- **WHAT YOU SHOULD DO**:
Each line from the one containing "Trace the roads" through the last line of the entries below is to be transcribed exactly. Nothing else belongs in the reply.

Dataset entries:
------------------------------
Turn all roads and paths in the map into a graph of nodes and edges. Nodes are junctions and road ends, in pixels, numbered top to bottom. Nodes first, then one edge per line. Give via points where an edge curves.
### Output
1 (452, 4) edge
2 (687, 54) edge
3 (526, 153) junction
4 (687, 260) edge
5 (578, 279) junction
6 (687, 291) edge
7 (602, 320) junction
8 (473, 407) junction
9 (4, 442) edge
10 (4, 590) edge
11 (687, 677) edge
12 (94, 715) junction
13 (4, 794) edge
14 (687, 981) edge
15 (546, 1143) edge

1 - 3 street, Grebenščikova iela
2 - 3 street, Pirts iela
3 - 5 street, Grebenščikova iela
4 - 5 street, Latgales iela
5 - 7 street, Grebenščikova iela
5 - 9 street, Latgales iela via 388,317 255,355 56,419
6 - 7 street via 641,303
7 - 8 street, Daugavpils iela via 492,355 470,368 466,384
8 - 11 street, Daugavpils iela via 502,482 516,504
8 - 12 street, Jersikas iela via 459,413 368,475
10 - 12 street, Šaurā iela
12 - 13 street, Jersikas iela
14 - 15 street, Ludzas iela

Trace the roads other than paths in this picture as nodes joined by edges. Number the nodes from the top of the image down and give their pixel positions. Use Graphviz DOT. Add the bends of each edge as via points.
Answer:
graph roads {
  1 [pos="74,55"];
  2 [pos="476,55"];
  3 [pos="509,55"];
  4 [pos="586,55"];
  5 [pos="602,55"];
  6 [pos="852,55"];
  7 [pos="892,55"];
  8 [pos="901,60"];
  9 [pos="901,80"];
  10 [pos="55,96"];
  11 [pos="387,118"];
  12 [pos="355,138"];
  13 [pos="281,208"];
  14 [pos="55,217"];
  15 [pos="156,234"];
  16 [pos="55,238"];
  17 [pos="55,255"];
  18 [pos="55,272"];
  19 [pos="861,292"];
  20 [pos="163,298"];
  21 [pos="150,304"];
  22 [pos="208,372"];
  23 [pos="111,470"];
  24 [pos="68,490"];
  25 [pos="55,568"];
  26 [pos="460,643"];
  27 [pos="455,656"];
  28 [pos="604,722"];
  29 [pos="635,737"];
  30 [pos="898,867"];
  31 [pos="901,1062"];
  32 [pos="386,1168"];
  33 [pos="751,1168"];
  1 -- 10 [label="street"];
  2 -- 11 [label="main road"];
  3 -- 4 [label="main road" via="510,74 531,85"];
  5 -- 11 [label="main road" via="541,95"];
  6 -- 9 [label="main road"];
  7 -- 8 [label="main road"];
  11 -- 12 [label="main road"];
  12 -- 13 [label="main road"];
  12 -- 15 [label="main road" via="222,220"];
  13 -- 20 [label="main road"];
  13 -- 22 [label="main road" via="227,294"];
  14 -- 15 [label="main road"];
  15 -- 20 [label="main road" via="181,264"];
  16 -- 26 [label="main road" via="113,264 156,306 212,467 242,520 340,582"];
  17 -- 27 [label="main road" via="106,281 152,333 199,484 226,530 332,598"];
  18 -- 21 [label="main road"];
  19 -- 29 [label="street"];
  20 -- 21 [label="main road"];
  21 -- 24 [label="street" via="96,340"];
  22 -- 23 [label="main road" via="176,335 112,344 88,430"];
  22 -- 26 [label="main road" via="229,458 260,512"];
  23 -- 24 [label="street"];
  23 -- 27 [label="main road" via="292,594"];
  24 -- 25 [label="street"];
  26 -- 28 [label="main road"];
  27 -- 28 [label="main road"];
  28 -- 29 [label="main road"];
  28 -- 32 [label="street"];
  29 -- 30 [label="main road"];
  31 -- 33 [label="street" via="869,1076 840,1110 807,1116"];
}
------------------------------
- **RESPONSE TO THE EXERCISE**:
Trace the roads other than paths in this picture as nodes joined by edges. Number the nodes from the top of the image down and give their pixel positions. Use Graphviz DOT. Add the bends of each edge as via points.
Answer:
graph roads {
  1 [pos="74,55"];
  2 [pos="476,55"];
  3 [pos="509,55"];
  4 [pos="586,55"];
  5 [pos="602,55"];
  6 [pos="852,55"];
  7 [pos="892,55"];
  8 [pos="901,60"];
  9 [pos="901,80"];
  10 [pos="55,96"];
  11 [pos="387,118"];
  12 [pos="355,138"];
  13 [pos="281,208"];
  14 [pos="55,217"];
  15 [pos="156,234"];
  16 [pos="55,238"];
  17 [pos="55,255"];
  18 [pos="55,272"];
  19 [pos="861,292"];
  20 [pos="163,298"];
  21 [pos="150,304"];
  22 [pos="208,372"];
  23 [pos="111,470"];
  24 [pos="68,490"];
  25 [pos="55,568"];
  26 [pos="460,643"];
  27 [pos="455,656"];
  28 [pos="604,722"];
  29 [pos="635,737"];
  30 [pos="898,867"];
  31 [pos="901,1062"];
  32 [pos="386,1168"];
  33 [pos="751,1168"];
  1 -- 10 [label="street"];
  2 -- 11 [label="main road"];
  3 -- 4 [label="main road" via="510,74 531,85"];
  5 -- 11 [label="main road" via="541,95"];
  6 -- 9 [label="main road"];
  7 -- 8 [label="main road"];
  11 -- 12 [label="main road"];
  12 -- 13 [label="main road"];
  12 -- 15 [label="main road" via="222,220"];
  13 -- 20 [label="main road"];
  13 -- 22 [label="main road" via="227,294"];
  14 -- 15 [label="main road"];
  15 -- 20 [label="main road" via="181,264"];
  16 -- 26 [label="main road" via="113,264 156,306 212,467 242,520 340,582"];
  17 -- 27 [label="main road" via="106,281 152,333 199,484 226,530 332,598"];
  18 -- 21 [label="main road"];
  19 -- 29 [label="street"];
  20 -- 21 [label="main road"];
  21 -- 24 [label="street" via="96,340"];
  22 -- 23 [label="main road" via="176,335 112,344 88,430"];
  22 -- 26 [label="main road" via="229,458 260,512"];
  23 -- 24 [label="street"];
  23 -- 27 [label="main road" via="292,594"];
  24 -- 25 [label="street"];
  26 -- 28 [label="main road"];
  27 -- 28 [label="main road"];
  28 -- 29 [label="main road"];
  28 -- 32 [label="street"];
  29 -- 30 [label="main road"];
  31 -- 33 [label="street" via="869,1076 840,1110 807,1116"];
}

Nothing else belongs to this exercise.